[License-discuss] [Non-DoD Source] Re: Possible alternative was: Re: U.S. Army Research Laboratory Open Source License (ARL OSL) Version 0.4.1

Tzeng, Nigel H. Nigel.Tzeng at jhuapl.edu
Thu Mar 16 18:48:00 UTC 2017


Cem,

The USG does not need OSI’s approval to release code as open source under CC0.  It has done so already on code.gov.  This includes the OPM, NASA, GSA, DOT, DOL, DOC and others. CC0 is compliant with the Federal Source Code Policy for open source release.

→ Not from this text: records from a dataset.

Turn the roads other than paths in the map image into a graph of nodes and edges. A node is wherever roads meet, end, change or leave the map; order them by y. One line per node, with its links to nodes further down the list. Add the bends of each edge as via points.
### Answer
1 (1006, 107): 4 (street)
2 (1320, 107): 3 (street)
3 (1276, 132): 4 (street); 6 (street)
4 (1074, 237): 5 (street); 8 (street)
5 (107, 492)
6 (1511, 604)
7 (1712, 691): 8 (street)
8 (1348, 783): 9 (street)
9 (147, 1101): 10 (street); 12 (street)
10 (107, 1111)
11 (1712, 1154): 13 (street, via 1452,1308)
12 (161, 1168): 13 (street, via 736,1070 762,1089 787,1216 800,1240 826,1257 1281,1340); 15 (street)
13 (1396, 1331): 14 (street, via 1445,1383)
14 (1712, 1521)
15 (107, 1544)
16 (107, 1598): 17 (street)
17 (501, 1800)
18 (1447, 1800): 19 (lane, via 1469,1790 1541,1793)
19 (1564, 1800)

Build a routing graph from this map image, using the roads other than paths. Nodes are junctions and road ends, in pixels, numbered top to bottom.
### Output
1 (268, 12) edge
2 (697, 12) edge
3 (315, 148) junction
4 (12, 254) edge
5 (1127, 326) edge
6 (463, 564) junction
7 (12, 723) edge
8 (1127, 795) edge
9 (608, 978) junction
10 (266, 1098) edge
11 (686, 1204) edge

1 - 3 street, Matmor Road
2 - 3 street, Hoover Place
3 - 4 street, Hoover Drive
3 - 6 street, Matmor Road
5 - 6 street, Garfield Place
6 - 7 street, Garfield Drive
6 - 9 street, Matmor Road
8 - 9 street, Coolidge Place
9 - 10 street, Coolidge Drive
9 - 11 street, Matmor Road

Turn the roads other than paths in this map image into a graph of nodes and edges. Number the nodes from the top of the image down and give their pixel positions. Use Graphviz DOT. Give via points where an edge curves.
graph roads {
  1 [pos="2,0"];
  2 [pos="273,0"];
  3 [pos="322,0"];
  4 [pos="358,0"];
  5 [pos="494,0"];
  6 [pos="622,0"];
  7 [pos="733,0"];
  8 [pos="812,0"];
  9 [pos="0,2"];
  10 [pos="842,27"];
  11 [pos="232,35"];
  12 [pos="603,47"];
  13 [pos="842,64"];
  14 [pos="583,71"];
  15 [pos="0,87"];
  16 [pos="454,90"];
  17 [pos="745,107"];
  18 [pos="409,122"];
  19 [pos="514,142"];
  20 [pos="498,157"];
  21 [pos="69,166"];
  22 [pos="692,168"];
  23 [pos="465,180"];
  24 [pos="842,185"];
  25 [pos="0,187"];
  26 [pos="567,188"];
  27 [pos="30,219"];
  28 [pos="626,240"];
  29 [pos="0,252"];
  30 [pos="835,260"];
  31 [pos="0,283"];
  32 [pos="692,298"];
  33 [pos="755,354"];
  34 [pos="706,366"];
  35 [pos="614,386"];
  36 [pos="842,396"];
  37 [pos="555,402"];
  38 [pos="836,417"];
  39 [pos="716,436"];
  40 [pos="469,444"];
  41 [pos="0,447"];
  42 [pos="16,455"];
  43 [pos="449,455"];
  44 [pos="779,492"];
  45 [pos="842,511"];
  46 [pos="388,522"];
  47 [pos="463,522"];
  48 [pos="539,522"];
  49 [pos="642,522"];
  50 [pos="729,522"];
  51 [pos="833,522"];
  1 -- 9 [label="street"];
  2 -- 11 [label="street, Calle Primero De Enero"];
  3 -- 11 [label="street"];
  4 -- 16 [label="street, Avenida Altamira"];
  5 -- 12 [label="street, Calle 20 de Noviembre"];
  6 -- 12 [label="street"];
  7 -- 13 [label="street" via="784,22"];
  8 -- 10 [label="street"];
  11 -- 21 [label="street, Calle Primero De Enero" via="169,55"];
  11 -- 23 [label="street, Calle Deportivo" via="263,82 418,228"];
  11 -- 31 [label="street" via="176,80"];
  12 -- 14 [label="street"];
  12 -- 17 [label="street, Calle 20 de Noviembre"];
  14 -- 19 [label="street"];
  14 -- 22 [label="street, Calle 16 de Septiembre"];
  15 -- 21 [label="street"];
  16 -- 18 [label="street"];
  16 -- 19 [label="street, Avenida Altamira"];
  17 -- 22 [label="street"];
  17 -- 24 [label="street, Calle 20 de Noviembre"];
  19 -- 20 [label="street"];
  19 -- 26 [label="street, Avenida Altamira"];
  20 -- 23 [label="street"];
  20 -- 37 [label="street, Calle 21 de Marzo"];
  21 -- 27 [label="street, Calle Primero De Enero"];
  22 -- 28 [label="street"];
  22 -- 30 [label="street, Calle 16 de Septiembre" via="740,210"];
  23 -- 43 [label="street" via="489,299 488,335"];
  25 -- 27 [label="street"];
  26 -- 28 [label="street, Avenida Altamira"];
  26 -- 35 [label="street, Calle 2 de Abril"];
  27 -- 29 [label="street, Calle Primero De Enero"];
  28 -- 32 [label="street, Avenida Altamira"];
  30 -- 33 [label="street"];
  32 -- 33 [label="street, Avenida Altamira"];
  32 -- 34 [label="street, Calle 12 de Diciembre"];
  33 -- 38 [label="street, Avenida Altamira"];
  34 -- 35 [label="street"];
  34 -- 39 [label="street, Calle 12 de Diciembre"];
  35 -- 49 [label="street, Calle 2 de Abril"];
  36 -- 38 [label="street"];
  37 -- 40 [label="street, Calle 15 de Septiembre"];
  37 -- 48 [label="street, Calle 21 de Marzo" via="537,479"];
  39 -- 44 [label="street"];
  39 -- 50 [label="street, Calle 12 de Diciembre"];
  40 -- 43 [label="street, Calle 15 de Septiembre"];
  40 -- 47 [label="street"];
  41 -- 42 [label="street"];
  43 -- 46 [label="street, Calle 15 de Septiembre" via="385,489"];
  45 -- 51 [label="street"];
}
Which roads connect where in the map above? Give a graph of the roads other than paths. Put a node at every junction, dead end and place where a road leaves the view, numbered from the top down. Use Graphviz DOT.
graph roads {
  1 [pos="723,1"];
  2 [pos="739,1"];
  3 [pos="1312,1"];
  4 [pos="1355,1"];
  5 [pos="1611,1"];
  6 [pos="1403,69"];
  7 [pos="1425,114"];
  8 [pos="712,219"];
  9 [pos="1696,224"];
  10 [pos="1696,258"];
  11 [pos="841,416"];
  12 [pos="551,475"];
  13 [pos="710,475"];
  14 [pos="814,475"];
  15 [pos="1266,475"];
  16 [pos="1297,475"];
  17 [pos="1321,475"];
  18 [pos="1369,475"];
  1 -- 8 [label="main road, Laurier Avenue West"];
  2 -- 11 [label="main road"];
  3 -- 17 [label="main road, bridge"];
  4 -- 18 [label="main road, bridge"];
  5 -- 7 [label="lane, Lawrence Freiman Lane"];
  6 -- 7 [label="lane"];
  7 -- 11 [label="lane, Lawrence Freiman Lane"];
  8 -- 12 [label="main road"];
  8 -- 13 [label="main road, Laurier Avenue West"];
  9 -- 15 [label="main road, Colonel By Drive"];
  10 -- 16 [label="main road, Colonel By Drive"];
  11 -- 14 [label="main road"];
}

It is unlikely that you can push CC0 through license review as you aren’t the license steward.  It is up to CC to resubmit CC0 for approval.  

Regards,

Nigel

On 3/16/17, 8:56 AM, "License-discuss on behalf of Karan, Cem F CIV USARMY RDECOM ARL (US)" <license-discuss-bounces at opensource.org on behalf of cem.f.karan.civ at mail.mil> wrote:

    All, I want to keep this alive as I haven't seen a conclusion yet.  Earlier I 
    asked if OSI would accept the US Government (USG) putting its non-copyrighted 
    works out under CC0 as Open Source **provided** that the USG accepts and 
    redistributes copyrighted contributions under an OSI-approved license.  Is 
    this acceptable to OSI?  Should I move this discussion to the license-review 
    list?
    
    To recap:
    
    1) This would only cover USG works that do not have copyright.  Works that 
    have copyright would be eligible to use copyright-based licenses, and to be 
    OSI-approved as Open Source would need to use an OSI-approved license.
    
    2) The USG work/project would select an OSI-approved license that it accepted 
    contributions under.  The USG would redistribute the contributions under that 
    license, but the portions of the work that are not under copyright would be 
    redistributed under CC0.  That means that for some projects (ones that have no 
    copyrighted material at all initially), the only license that the works would 
    have would be CC0.
    
    I can't speak to patents or other IP rights that the USG has, I can only 
    comment on what the Army Research Laboratory (ARL) has done 
    (https://github.com/USArmyResearchLab/ARL-Open-Source-Guidance-and-Instructions), 
    which includes a step to affirmatively waive any patent rights that ARL might 
    have in the project before distributing it.  I am hoping that other agencies 
    will do something similar, but have no power or authority to say that they 
    will.
    
    Given all this, is it time to move this to license-review, or otherwise get a 
    vote?  I'd like this solved ASAP.